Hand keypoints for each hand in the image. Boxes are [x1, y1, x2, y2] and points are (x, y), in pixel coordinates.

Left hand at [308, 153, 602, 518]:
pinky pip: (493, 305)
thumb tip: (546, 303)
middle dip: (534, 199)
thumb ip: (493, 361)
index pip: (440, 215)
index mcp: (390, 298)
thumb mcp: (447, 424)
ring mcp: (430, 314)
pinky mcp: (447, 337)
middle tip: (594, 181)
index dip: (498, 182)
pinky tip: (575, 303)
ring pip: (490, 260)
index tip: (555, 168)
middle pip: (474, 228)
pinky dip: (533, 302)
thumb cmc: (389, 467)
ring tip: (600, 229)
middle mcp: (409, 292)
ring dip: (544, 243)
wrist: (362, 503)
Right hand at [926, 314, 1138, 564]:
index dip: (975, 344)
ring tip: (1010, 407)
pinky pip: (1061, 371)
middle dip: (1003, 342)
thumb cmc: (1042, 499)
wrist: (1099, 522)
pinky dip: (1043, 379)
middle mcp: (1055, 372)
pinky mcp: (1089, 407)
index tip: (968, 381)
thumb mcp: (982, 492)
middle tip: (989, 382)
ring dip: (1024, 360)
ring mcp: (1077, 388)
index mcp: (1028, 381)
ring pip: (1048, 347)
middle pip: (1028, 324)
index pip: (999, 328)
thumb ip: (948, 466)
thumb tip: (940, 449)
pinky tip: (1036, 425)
============
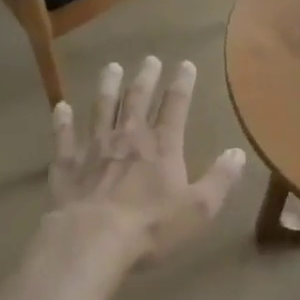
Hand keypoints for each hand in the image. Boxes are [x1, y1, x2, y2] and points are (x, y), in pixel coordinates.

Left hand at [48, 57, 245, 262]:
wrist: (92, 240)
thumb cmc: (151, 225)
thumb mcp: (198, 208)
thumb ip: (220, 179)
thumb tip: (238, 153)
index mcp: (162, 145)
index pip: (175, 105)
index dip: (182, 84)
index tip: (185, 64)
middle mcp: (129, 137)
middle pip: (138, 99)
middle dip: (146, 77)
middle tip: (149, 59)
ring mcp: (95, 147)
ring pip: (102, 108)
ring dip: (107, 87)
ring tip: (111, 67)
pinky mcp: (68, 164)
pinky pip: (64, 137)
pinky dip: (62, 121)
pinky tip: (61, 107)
============
◆ Exercise aim:
Extract the lines of the preceding material that run from the line with "wrist: (92, 240)" through the line with "pinky tip: (61, 107)", inclusive, reproducing them exactly and adding nothing.

◆ Answer section:
wrist: (92, 240)
thumb cmc: (151, 225)
thumb mcp: (198, 208)
thumb ip: (220, 179)
thumb tip: (238, 153)
index mcp: (162, 145)
index pip: (175, 105)
index dip: (182, 84)
index tip: (185, 64)
middle mcp: (129, 137)
middle pip: (138, 99)
middle dip: (146, 77)
middle tip: (149, 59)
ring mcp: (95, 147)
ring pip: (102, 108)
ring dip: (107, 87)
ring tip: (111, 67)
pinky mcp: (68, 164)
pinky pip: (64, 137)
pinky dip: (62, 121)
pinky tip: (61, 107)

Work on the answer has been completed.